Petrol, diesel price hiked for sixth consecutive day

IANS
Friday, 12 June 2020

Petrol and diesel prices are continuously becoming expensive for the common man with oil marketing companies (OMCs) raising the fuel prices by about 60 paise per litre on Friday.

New Delhi: Petrol and diesel prices are continuously becoming expensive for the common man with oil marketing companies (OMCs) raising the fuel prices by about 60 paise per litre on Friday.

The auto fuel prices have now risen for the sixth day in a row, with petrol prices increasing by Rs 3.31 and diesel by Rs 3.42 per litre since Sunday.

In three of the last five days, the prices have risen by a sharp 60 paise per litre while it increased by around 40 and 55 per litre on Tuesday and Wednesday respectively, and by 57/59 paise on Friday.

Sources in oil marketing companies said that price rise could continue for another week and 10 days as global product prices are forming up with a pick up in demand following opening up of economies across the globe post Covid-19 related lockdown.

Even global crude price are on the rise and its prices have more than doubled from April levels at over $40 a barrel level.

The increase in retail prices on Friday has been made under the dynamic pricing system for daily revision of fuel prices which OMCs resumed after over 83 days break during the lockdown period.

In the national capital, the retail price of petrol increased by 57 paise and diesel by 59 paise per litre to Rs 74.57 and Rs 72.81 per litre respectively.

In other cities, the increase could vary depending on the tax structure on products.

IANS has reported earlier that the daily price revision may begin in June and retail prices of petrol and diesel could go upto Rs 5 a litre in phases.

Prices of transportation fuel were last revised under the dynamic pricing policy on March 16 and there were few instances of price hike only when the respective state governments hiked VAT or cess.

In a bid to increase revenues during the nationwide lockdown, several state governments raised taxes imposed on transportation fuel.

Already, the gap between cost and sale price of petrol and diesel for OMCs has reached around Rs 5-6 per litre.
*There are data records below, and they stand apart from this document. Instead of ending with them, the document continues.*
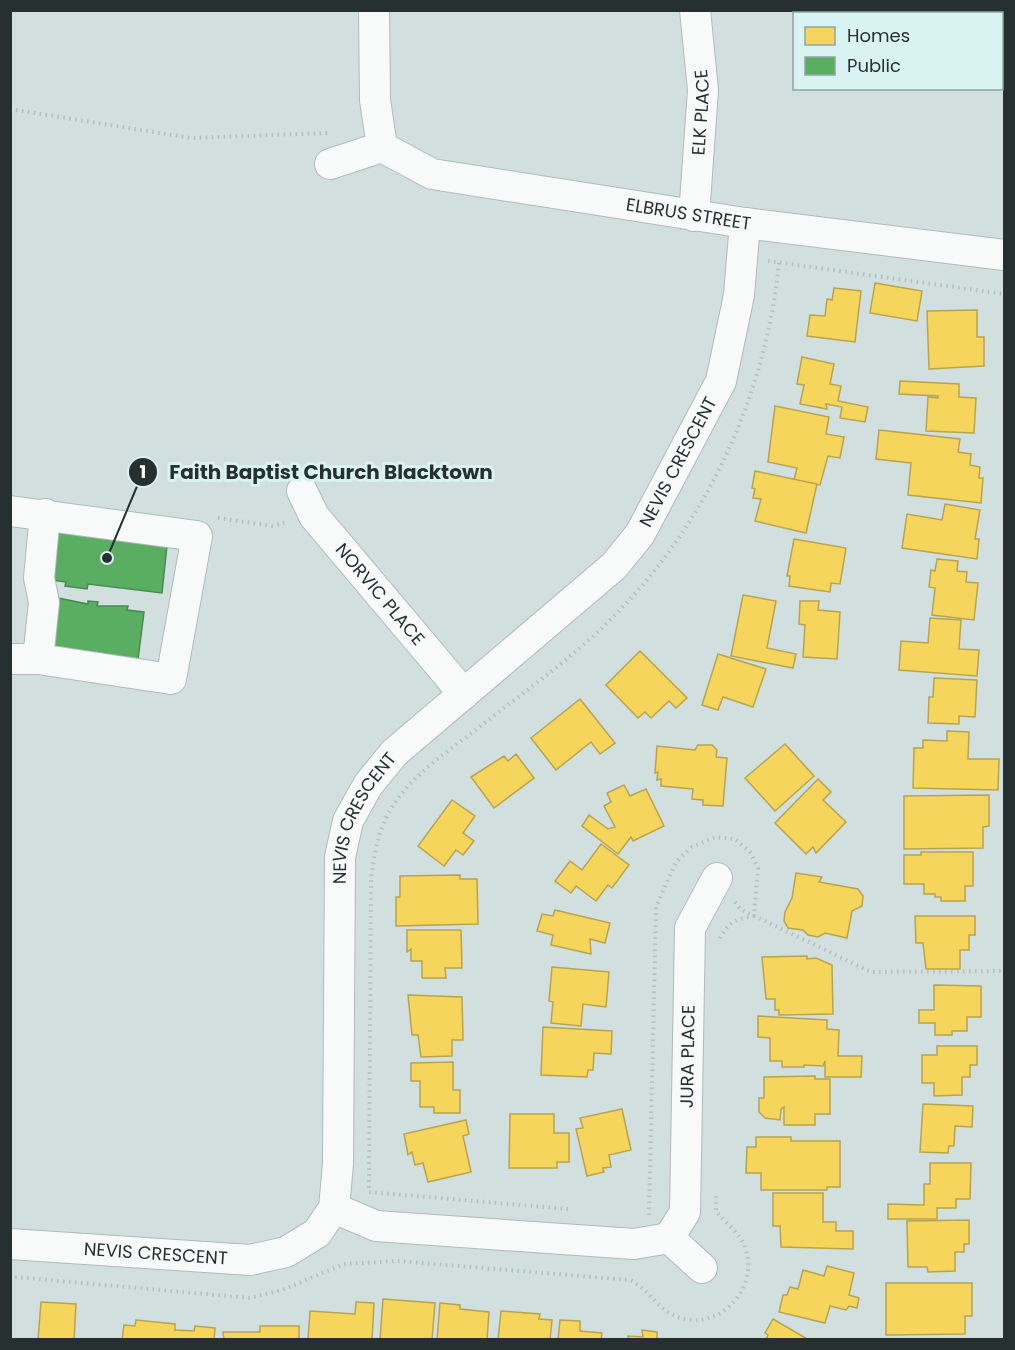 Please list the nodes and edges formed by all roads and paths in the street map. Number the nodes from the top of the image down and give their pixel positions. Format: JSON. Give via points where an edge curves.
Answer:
{"nodes":[{"id":1,"x":374,"y":10,"type":"edge"},
{"id":2,"x":695,"y":10,"type":"edge"},
{"id":3,"x":10,"y":109,"type":"edge"},
{"id":4,"x":333,"y":133,"type":"dead end"},
{"id":5,"x":382,"y":147,"type":"junction"},
{"id":6,"x":330,"y":164,"type":"dead end"},
{"id":7,"x":694,"y":216,"type":"junction"},
{"id":8,"x":746,"y":224,"type":"junction"},
{"id":9,"x":1005,"y":255,"type":"edge"},
{"id":10,"x":742,"y":257,"type":"junction"},
{"id":11,"x":779,"y":263,"type":"junction"},
{"id":12,"x":1005,"y":294,"type":"edge"},
{"id":13,"x":302,"y":491,"type":"dead end"},
{"id":14,"x":10,"y":511,"type":"edge"},
{"id":15,"x":45,"y":514,"type":"junction"},
{"id":16,"x":24,"y":659,"type":"edge"},
{"id":17,"x":464,"y":694,"type":"junction"},
{"id":18,"x":717,"y":878,"type":"joint"},
{"id":19,"x":754,"y":916,"type":"junction"},
{"id":20,"x":717,"y":944,"type":"dead end"},
{"id":21,"x":1005,"y":971,"type":"edge"},
{"id":22,"x":716,"y":1192,"type":"dead end"},
{"id":23,"x":334,"y":1208,"type":"junction"},
{"id":24,"x":579,"y":1210,"type":"dead end"},
{"id":25,"x":638,"y":1215,"type":"dead end"},
{"id":26,"x":669,"y":1238,"type":"junction"},
{"id":27,"x":10,"y":1244,"type":"edge"},
{"id":28,"x":702,"y":1268,"type":"dead end"},
{"id":29,"x":10,"y":1280,"type":"edge"}],
"edges":[{"from":1,"to":5,"type":"street","via":[[375,100]]},
{"from":2,"to":7,"type":"street","name":"ELK PLACE","via":[[703,90]]},
{"from":3,"to":4,"type":"path","via":[[191,138]]},
{"from":5,"to":6,"type":"street"},
{"from":5,"to":7,"type":"street","name":"ELBRUS STREET","via":[[432,174]]},
{"from":7,"to":8,"type":"street","name":"ELBRUS STREET"},
{"from":8,"to":9,"type":"street","name":"ELBRUS STREET"},
{"from":8,"to":10,"type":"street","name":"NEVIS CRESCENT"},
{"from":10,"to":11,"type":"path"},
{"from":10,"to":17,"type":"street","name":"NEVIS CRESCENT","via":[[739,295],[721,381],[640,534],[614,566]]},
{"from":11,"to":12,"type":"path"},
{"from":11,"to":24,"type":"path","via":[[776,298],[748,405],[733,444],[685,529],[606,624],[410,782],[382,827],[374,853],[369,1192]]},
{"from":13,"to":17,"type":"street","name":"NORVIC PLACE","via":[[314,516]]},
{"from":14,"to":15,"type":"street"},
{"from":15,"to":16,"type":"street","via":[[39,578],[44,602]]},
{"from":15,"to":16,"type":"street","via":[[196,536],[171,679]]},
{"from":17,"to":23,"type":"street","name":"NEVIS CRESCENT","via":[[394,753],[368,785],[348,821],[340,857],[338,904],[339,1164]]},
{"from":18,"to":19,"type":"path","via":[[740,909]]},
{"from":18,"to":26,"type":"street","name":"JURA PLACE","via":[[690,928],[685,1212]]},
{"from":19,"to":20,"type":"path","via":[[726,925]]},
{"from":19,"to":21,"type":"path","via":[[871,972]]},
{"from":19,"to":25,"type":"path","via":[[758,868],[750,852],[735,839],[714,837],[692,847],[676,862],[663,887],[654,924],[650,1216]]},
{"from":22,"to":29,"type":"path","via":[[716,1211],[746,1247],[749,1279],[725,1311],[705,1319],[681,1319],[661,1308],[642,1286],[630,1280],[397,1261],[344,1264],[282,1290],[250,1298],[15,1277]]},
{"from":23,"to":26,"type":"street","via":[[376,1226],[634,1244]]},
{"from":23,"to":27,"type":"street","name":"NEVIS CRESCENT","via":[[316,1233],[286,1252],[250,1260]]},
{"from":26,"to":28,"type":"street"}]}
If this has to be covered over a period of time, given there is no further increase in global prices, auto fuel prices may be increased by 40-60 paise per day for a couple of weeks to cover the losses.

The increase in retail price under daily price revision would largely depend on prevailing oil prices and global oil market at the time to determine the retail price.
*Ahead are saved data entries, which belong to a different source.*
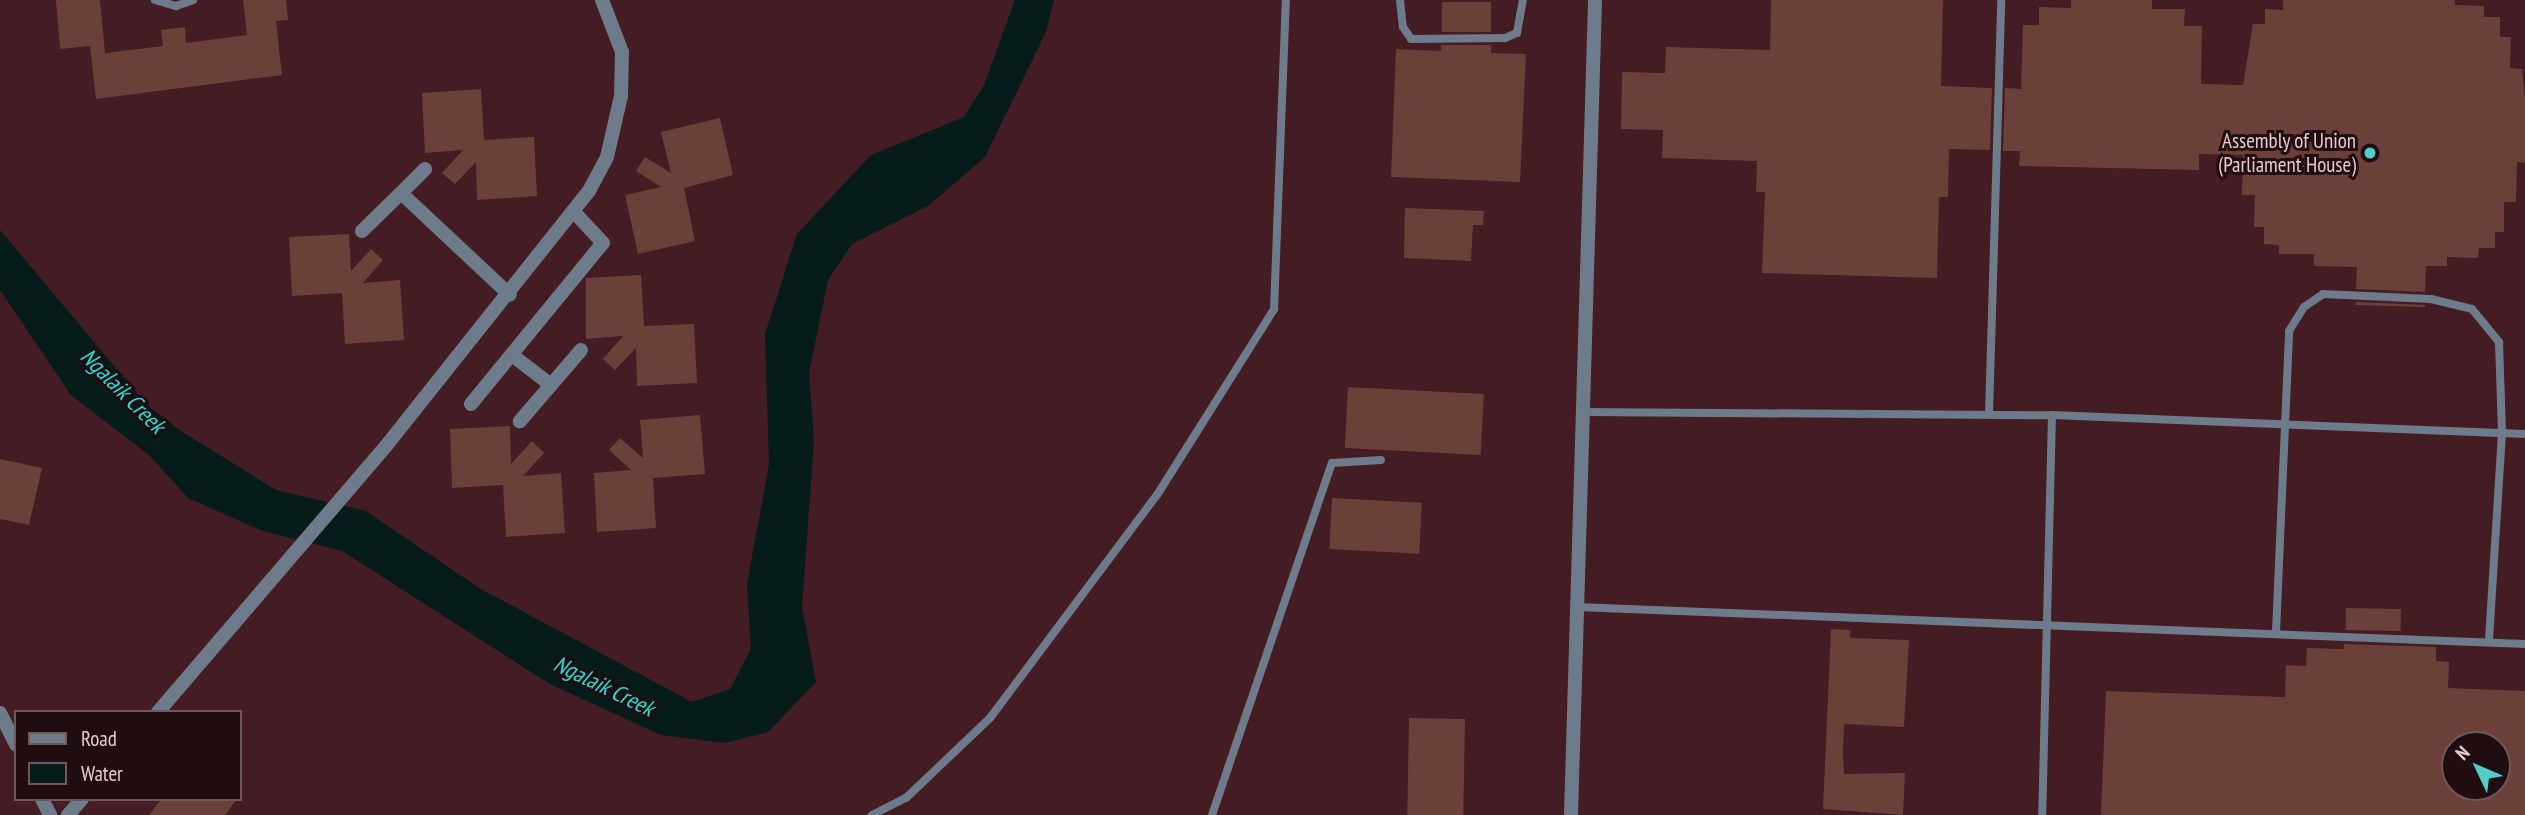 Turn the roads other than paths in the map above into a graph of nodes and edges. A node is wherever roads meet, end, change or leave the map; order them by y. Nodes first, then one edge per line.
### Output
1 (155, 0) edge
2 (193, 0) edge
3 (602, 0) edge
4 (1286, 0) edge
5 (1400, 0) edge
6 (1523, 0) edge
7 (1595, 0) edge
8 (2001, 0) edge
9 (425, 169) dead end
10 (401, 193) junction
11 (574, 212) junction
12 (362, 231) dead end
13 (510, 295) junction
14 (581, 350) dead end
15 (512, 355) junction
16 (551, 385) junction
17 (471, 404) dead end
18 (1583, 412) junction
19 (1989, 414) junction
20 (2052, 415) junction
21 (520, 421) dead end
22 (2287, 428) junction
23 (2502, 433) junction
24 (2525, 434) edge
25 (1381, 460) dead end
26 (1577, 607) junction
27 (2047, 622) junction
28 (2276, 632) junction
29 (2488, 642) junction
30 (2525, 643) edge
31 (160, 710) edge
32 (0, 713) edge
33 (14, 741) edge
34 (80, 801) edge
35 (68, 815) edge
36 (872, 815) edge
37 (1212, 815) edge
38 (1571, 815) edge
39 (2042, 815) edge

1 - 2 lane
3 - 11 street
4 - 36 lane
5 - 6 lane
7 - 18 street
8 - 19 lane
9 - 10 street
10 - 12 street
10 - 13 street
11 - 13 street
11 - 15 street
13 - 31 street
14 - 16 street
15 - 16 street
15 - 17 street
16 - 21 street
18 - 19 lane
18 - 26 street
19 - 20 lane
20 - 22 lane
20 - 27 lane
22 - 23 lane
22 - 23 lane
22 - 28 lane
23 - 24 lane
23 - 29 lane
25 - 37 lane
26 - 27 lane
26 - 38 street
27 - 28 lane
27 - 39 lane
28 - 29 lane
29 - 30 lane
32 - 33 street
34 - 35 street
However, lockdown has also curved demand for auto fuel. This could maintain some check on prices.

Raising retail prices became important for OMCs now as the recent steep excise duty hike without resultant increase in petrol and fiscal prices, had substantially brought down its marketing margins from record high level of Rs 12-18 per litre.

If it is unable to raise prices when the global crude prices are rising, it would start incurring losses that will get steeper.